Grete Gabmeier was born in 1927 and is the last person we could find in Vienna who still remembers the Klagsbrunn family—Leo and his wife and children, not his parents, who were already dead by the time Grete, holding her mother’s or her aunt’s hand, looked around the villa for the first time. Right behind the front door was the larder with an ice-box full of blocks of ice, then a windowless corridor with, on the one side the kitchen, very narrow because a bathroom had been built in, and the dining room, on the other the office and the so-called middle room, from which you could go out onto the veranda, which didn’t exist in 1904. On the second floor were the balcony room and two little attic rooms—the bedrooms for the family of four.

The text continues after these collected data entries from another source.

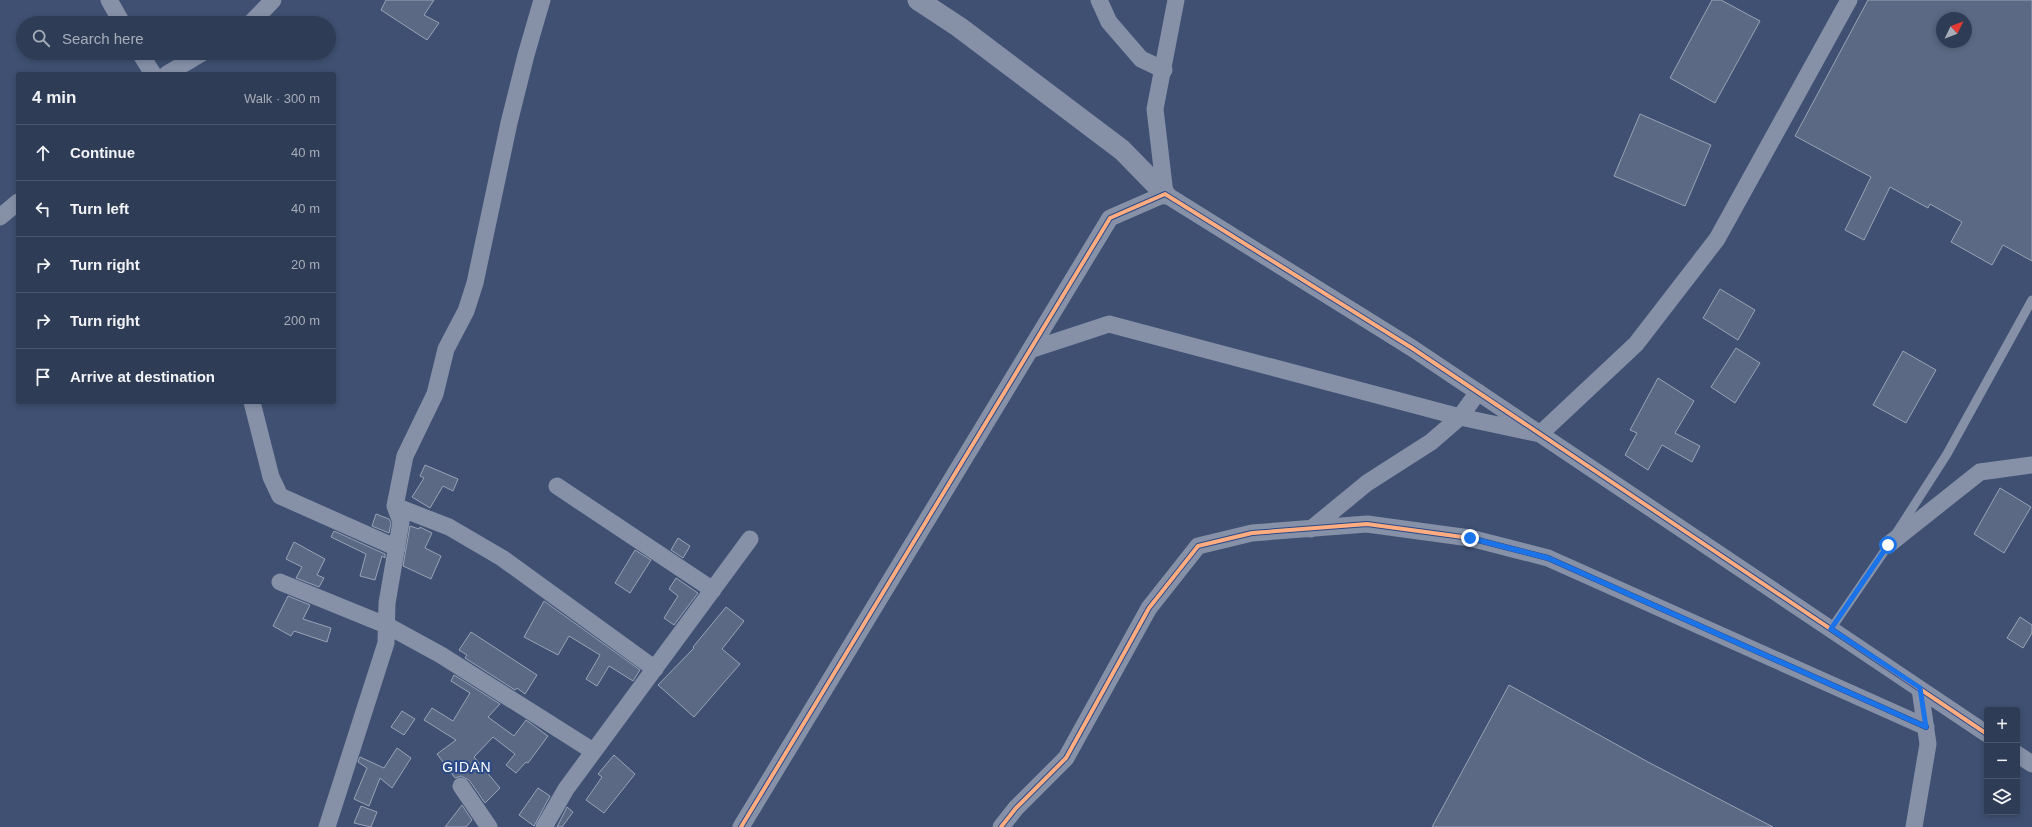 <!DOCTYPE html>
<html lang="en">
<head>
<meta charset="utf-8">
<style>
  :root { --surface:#2f3c56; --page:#37435c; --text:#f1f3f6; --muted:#a7adb9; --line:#4a566c }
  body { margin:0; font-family:Helvetica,sans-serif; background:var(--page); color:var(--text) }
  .controls { position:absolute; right:12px; bottom:12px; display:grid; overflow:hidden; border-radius:4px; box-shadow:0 2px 6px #0003 }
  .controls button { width:36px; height:36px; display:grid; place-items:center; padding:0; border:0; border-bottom:1px solid var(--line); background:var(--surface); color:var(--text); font:20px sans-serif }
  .compass { position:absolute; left:1936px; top:12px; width:36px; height:36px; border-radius:50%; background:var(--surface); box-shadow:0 2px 6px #0003; rotate:47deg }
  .stop { position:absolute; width:12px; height:12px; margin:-9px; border:3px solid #1a73e8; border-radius:50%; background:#fff }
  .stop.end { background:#1a73e8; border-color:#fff; box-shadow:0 1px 4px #0008 }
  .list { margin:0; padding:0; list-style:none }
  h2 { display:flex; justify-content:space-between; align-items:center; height:52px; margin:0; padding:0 16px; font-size:17px }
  h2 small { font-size:13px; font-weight:400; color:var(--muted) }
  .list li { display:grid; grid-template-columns:26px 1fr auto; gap:12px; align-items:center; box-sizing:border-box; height:56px; padding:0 16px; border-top:1px solid var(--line) }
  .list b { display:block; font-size:15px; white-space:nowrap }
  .list em { font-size:13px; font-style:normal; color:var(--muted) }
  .icon { flex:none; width:22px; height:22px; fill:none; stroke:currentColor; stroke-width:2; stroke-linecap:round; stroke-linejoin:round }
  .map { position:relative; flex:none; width:2032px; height:827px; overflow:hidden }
  .search { position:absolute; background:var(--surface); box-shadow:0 2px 6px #0003; left:16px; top:16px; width:320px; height:44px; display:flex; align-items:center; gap:10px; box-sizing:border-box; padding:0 14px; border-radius:22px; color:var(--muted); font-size:15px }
  .panel { position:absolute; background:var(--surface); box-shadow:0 2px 6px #0003; left:16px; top:72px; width:320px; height:332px; border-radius:4px }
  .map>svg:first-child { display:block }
</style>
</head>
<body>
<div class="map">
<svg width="2032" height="827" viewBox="0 0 2032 827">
  <rect width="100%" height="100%" fill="#3f5072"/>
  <path fill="#5c6984" stroke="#99a3b6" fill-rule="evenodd" d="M386,0H434L424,15L439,23L427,40L381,10Z
    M1712,0H1721L1760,21L1715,103L1670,78Z
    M1868,0H2032V261L2003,245L1992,265L1951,242L1962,222L1930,204L1928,208L1890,187L1864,240L1845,230L1871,177L1795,136ZM1942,18H1966V42H1942Z
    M1640,114L1711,145L1685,206L1614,176Z
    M1720,289L1755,310L1738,340L1703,318Z
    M1736,348L1760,363L1735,403L1711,387Z
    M1903,351L1936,370L1906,423L1873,405Z
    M1658,378L1694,401L1675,433L1700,446L1692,462L1662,445L1648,470L1625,455L1637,433L1630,430Z
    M425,465L458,479L453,491L443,486L430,508L412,497L424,478L420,476Z
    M2000,488L2031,507L2004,553L1974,534Z
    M376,514L389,519L391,523L389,533L372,526Z
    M410,526L419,529L420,527L432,533L425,548L441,556L431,579L403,566Z
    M334,531L385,554V558L382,556L375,580L360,576L366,554L331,537Z
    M678,538L690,546L683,558L671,550Z
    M294,542L325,559L317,575L324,578L319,587L296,578L302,567L286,559Z
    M635,550L651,560L630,593L615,583Z
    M676,578L698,593L674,625L664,618L678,596L669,589Z
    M288,596L310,605L303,619L331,628L327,642L294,631L291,636L273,626Z
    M544,601L640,670L633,681L609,666L597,686L586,679L600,655L569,636L558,655L524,637Z
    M726,607L744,621L722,649L740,664L694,717L658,685L694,648L693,647Z
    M2020,617L2032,625V633L2023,648L2007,638Z
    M471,632L537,675L525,694L517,688L515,690L465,658L467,655L459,650Z
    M454,675L500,704L488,717L514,736L526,720L548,736L528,763L526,762L516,773L506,765L515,754L493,737L474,757L500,788L485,803L469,780L461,776L455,778L437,754L456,740L424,720L432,708L453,721L470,693L451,681Z
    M1509,685L1648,762L1773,827H1432Z
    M402,711L415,719L404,735L391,727Z
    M397,748L411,758L392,788L380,778L369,806L354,799L367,768L358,762L360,757L384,768Z
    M614,755L635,774L604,813L586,800L602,777L598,774Z
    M538,788L550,796L534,826L519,815Z
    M462,805L472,820L466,827H445Z
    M361,806L377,812L371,827L354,823Z
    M567,807L573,812L562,827H557Z"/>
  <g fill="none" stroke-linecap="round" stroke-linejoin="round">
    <path stroke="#8691a8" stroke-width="9" d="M1897,532L1947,454L2032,300
      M1831,629L1890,543"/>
    <path stroke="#8691a8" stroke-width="17" d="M109,0L122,23
      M1099,0L1109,22L1141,59L1164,70
      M251,23L273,0
      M140,53L153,74
      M167,74L202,53
      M1165,194L1155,109L1176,0
      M0,217L18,202
      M1030,350L1109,324L1460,417L1540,434L1636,344L1717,239L1849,0
      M252,402L271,477L280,496L397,548
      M557,486L713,590
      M395,506L449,527L502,558L655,669
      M1311,529L1367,483L1431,442L1460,417L1478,392
      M1888,545L1980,472L2032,465
      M280,582L388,626L441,655L593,751
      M2017,754L2032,764
      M461,786L489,827
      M327,827L386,643L387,603L401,522L395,506L405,456L435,394L446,349L466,311L475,283L509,123L526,55L542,0
      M544,827L566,789L750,539
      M741,827L1110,218L1165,194L1412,348L1987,734
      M1001,827L1016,808L1066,758L1149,608L1198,546L1252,533L1367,524L1470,538L1548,558L1926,727
      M1914,827L1928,744L1920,689"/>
    <path stroke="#8691a8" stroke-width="21" d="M918,0L959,27L1122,150L1165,194"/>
    <g stroke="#2a4987" stroke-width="6">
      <path id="cycleway" d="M741,827L1110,218L1165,194L1412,348L1987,734
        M1001,827L1016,808L1066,758L1149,608L1198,546L1252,533L1367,524L1470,538L1548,558L1926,727"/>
    </g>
    <use href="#cycleway" stroke="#ffac80" stroke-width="4"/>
  </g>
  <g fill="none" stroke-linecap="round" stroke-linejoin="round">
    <path stroke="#1a73e8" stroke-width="5" d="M1470,538L1548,558L1926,727L1920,688L1831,629L1888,545"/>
  </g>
  <g text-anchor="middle" stroke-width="4" stroke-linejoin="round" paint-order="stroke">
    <g font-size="14" letter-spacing="1" fill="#fff" stroke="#2a4987">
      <text x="467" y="772">GIDAN</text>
    </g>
  </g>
</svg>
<div class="controls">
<button>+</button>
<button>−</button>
<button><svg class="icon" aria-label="layers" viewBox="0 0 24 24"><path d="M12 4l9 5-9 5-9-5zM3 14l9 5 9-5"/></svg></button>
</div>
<svg class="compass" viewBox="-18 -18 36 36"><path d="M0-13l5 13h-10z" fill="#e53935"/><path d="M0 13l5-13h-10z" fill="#a7adb9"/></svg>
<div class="stop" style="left:1888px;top:545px"></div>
<div class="stop end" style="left:1470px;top:538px"></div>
<div class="search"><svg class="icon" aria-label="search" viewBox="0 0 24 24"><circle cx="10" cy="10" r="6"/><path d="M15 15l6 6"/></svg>Search here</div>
<section class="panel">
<h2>4 min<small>Walk · 300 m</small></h2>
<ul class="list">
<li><svg class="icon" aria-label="ahead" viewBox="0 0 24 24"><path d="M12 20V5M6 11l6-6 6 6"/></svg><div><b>Continue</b></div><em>40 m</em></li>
<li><svg class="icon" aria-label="left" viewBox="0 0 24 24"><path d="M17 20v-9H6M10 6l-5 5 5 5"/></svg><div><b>Turn left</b></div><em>40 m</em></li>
<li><svg class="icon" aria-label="right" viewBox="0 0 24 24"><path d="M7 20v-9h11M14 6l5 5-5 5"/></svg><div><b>Turn right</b></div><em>20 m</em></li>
<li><svg class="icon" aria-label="right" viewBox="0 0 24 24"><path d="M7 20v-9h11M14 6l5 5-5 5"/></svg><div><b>Turn right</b></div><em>200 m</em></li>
<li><svg class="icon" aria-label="arrive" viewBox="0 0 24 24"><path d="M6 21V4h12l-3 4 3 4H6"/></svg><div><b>Arrive at destination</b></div></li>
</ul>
</section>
</div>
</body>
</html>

From the entries in Lehmann’s Directory we know that after the First World War Leo took over the premises of his father’s firm. But before that, after his training as a chemist, he ran a wholesale business for household goods and was a partner in the Buche Charcoal Trading Corporation. Initially his new firm, Leopold Klagsbrunn Chemist, also sold chemical products, but then he restricted himself to dealing in charcoal, coal and coke. He had several employees, eventually six, “all of them Aryan,” as he was to be compelled to declare.

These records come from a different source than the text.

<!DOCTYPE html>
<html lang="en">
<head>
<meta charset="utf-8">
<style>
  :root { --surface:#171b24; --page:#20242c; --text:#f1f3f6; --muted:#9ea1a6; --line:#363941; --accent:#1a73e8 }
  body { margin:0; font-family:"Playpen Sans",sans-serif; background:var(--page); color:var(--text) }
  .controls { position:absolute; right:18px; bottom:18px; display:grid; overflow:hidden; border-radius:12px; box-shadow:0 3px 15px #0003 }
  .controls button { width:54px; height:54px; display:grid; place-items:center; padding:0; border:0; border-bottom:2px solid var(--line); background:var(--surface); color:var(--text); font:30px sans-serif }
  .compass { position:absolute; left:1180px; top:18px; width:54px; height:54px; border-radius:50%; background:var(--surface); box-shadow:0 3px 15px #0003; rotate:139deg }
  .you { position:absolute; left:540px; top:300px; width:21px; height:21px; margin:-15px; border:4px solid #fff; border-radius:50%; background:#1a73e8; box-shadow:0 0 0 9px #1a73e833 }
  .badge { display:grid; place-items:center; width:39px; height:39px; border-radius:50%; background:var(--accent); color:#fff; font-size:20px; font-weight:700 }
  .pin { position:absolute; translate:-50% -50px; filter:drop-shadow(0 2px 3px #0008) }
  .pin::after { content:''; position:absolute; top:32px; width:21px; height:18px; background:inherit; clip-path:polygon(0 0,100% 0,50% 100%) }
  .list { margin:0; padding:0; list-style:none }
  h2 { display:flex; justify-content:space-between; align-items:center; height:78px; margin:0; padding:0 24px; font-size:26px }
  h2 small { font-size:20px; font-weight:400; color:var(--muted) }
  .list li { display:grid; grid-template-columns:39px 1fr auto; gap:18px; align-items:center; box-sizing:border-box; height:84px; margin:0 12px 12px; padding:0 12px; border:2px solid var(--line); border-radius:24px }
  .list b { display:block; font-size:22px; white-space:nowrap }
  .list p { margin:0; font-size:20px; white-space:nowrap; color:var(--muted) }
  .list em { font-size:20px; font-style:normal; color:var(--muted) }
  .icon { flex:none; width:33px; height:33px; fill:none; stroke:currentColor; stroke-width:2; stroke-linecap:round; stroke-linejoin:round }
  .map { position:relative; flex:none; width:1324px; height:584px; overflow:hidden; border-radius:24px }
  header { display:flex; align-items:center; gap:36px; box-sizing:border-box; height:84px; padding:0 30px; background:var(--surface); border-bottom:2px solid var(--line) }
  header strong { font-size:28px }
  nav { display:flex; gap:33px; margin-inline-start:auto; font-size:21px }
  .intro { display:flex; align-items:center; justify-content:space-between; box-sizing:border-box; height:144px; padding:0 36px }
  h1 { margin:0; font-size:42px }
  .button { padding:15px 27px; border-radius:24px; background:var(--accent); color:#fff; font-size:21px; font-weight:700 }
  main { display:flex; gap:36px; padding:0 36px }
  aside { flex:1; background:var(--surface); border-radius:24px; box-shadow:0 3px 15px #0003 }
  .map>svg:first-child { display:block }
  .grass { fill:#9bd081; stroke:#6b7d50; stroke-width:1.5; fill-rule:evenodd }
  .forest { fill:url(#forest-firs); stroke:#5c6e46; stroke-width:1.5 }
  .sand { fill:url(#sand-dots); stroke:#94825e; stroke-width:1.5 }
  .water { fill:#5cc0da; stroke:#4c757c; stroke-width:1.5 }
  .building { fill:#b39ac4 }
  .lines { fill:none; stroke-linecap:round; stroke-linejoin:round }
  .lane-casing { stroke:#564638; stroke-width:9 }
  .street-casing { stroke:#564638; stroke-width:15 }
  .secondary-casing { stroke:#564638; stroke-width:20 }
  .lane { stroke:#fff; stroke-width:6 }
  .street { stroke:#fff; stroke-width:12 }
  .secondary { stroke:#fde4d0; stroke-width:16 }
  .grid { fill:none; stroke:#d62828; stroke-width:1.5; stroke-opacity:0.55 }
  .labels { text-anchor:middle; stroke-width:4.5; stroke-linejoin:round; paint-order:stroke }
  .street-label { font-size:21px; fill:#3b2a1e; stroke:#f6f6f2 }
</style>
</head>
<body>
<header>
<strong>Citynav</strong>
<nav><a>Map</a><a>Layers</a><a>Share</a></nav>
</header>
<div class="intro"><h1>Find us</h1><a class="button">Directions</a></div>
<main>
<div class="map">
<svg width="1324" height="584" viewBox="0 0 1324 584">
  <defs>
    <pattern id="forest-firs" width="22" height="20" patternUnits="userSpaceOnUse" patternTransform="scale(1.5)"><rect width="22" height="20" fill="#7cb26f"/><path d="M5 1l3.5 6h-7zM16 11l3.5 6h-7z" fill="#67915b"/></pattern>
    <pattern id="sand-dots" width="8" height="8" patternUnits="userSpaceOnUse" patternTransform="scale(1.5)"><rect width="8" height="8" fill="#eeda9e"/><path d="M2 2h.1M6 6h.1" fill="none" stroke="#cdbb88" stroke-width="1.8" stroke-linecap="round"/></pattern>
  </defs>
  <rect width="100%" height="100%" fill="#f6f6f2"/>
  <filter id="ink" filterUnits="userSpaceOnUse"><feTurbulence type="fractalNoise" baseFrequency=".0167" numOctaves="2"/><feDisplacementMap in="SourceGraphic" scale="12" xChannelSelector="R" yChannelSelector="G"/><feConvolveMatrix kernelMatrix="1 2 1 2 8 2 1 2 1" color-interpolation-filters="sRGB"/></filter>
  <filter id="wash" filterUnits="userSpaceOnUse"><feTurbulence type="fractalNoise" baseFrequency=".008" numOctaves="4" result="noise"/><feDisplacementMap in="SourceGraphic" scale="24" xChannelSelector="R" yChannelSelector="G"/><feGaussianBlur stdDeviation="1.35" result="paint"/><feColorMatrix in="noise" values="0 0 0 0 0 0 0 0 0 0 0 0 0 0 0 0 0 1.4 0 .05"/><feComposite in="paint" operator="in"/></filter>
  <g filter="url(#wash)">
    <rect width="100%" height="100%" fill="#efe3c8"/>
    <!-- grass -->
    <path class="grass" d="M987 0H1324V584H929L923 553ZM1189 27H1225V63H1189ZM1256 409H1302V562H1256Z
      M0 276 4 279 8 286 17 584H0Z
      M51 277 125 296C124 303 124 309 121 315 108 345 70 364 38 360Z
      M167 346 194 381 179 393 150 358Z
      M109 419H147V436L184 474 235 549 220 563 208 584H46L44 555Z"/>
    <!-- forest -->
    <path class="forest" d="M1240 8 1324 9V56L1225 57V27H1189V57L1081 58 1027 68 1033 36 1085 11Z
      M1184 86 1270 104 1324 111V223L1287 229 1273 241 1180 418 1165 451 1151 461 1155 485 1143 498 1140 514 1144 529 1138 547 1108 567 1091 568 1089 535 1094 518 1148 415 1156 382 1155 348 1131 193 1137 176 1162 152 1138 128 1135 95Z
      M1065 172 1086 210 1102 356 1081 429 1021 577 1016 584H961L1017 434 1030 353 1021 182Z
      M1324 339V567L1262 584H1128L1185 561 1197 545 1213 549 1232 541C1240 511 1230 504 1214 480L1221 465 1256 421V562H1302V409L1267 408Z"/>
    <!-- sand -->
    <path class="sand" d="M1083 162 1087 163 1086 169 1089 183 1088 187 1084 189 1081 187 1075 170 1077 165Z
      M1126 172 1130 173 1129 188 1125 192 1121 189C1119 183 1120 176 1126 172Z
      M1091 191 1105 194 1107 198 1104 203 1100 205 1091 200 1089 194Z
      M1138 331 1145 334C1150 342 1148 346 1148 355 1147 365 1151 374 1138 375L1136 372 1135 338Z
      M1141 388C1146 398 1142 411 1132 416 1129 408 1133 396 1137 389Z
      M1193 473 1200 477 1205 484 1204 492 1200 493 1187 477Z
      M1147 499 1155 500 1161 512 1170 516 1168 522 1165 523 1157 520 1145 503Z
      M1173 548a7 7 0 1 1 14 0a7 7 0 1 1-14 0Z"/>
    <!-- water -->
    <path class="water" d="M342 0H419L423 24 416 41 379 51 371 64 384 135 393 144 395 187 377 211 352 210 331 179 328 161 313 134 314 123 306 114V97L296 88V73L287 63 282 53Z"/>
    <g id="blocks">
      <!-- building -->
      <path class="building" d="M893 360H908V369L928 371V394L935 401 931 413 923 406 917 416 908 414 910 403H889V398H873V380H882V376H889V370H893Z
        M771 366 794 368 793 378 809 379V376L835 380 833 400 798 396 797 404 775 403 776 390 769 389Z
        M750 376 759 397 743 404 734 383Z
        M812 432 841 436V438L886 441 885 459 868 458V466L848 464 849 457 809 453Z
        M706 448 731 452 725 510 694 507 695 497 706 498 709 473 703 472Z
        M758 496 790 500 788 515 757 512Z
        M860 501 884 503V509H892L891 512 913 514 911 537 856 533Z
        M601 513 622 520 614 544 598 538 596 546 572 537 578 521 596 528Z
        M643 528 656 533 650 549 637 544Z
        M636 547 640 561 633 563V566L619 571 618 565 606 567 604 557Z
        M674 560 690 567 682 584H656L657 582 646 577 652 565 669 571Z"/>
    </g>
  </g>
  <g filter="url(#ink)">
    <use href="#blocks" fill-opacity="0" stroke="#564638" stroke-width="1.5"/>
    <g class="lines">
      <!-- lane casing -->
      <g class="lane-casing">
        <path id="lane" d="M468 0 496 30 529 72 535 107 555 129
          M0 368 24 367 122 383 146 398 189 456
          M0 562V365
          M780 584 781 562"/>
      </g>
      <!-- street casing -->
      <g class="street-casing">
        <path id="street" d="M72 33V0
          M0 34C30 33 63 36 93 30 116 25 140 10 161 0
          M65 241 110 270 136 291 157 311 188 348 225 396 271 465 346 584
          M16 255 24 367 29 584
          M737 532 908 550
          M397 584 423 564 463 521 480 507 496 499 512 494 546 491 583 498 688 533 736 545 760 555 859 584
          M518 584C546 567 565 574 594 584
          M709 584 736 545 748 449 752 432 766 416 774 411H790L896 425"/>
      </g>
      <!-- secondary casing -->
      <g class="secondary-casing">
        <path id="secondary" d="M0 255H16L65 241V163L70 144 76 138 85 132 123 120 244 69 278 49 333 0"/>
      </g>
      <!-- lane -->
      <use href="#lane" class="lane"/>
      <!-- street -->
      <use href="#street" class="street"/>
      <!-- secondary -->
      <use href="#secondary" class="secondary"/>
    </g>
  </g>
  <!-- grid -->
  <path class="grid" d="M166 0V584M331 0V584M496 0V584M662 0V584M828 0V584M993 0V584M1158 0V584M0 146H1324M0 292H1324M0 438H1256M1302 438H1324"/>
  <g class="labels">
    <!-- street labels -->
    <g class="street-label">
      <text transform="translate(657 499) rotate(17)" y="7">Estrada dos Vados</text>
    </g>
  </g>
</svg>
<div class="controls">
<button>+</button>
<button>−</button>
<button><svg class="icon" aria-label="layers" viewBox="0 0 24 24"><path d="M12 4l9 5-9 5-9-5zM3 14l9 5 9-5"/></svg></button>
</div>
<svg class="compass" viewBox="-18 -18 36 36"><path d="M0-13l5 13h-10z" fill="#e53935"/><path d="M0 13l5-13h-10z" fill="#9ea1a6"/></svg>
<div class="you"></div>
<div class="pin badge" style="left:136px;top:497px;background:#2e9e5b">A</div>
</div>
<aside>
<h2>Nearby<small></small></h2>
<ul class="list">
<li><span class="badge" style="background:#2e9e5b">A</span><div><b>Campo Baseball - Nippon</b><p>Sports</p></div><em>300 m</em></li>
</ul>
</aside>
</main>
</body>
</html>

Leo is a striking figure in Floridsdorf, and not just because of his height, he’s almost 6’ 6” tall, but athletic as well, affable and charming; at the Gänsehäufel lido on the Danube the heads of the young women turn when he takes a run-up on the wooden planks and does a racing dive into the water. To their disappointment, in October 1911 he marries Friederike ‘Fritzi’ Kohn from the Leopoldstadt district who’s one year older and two heads shorter than him. Their first child, Karl Peter, is born on May 24, 1913, their second, Kurt Paul, on May 6, 1918. (It’s a family tradition to give their sons two first names, either because the parents can never agree or because they want to let their children have the opportunity of deciding for themselves whether to take the one or the other; Karl Peter will use his second name.) In December 1926 the police authorities in Vienna grant Leo Klagsbrunn “permission to drive motor vehicles with an internal combustion engine unaccompanied;” in 1930 the Vienna Football Association issues an identity card for him showing that he is the Deputy Chairman of the First League, the top Austrian division. The photos on the card and driver’s license show a slim young man with thick hair combed back and a carefully trimmed walrus mustache. He still has the melancholy, wistful look of his mother, who died in June 1914, ten years before her husband.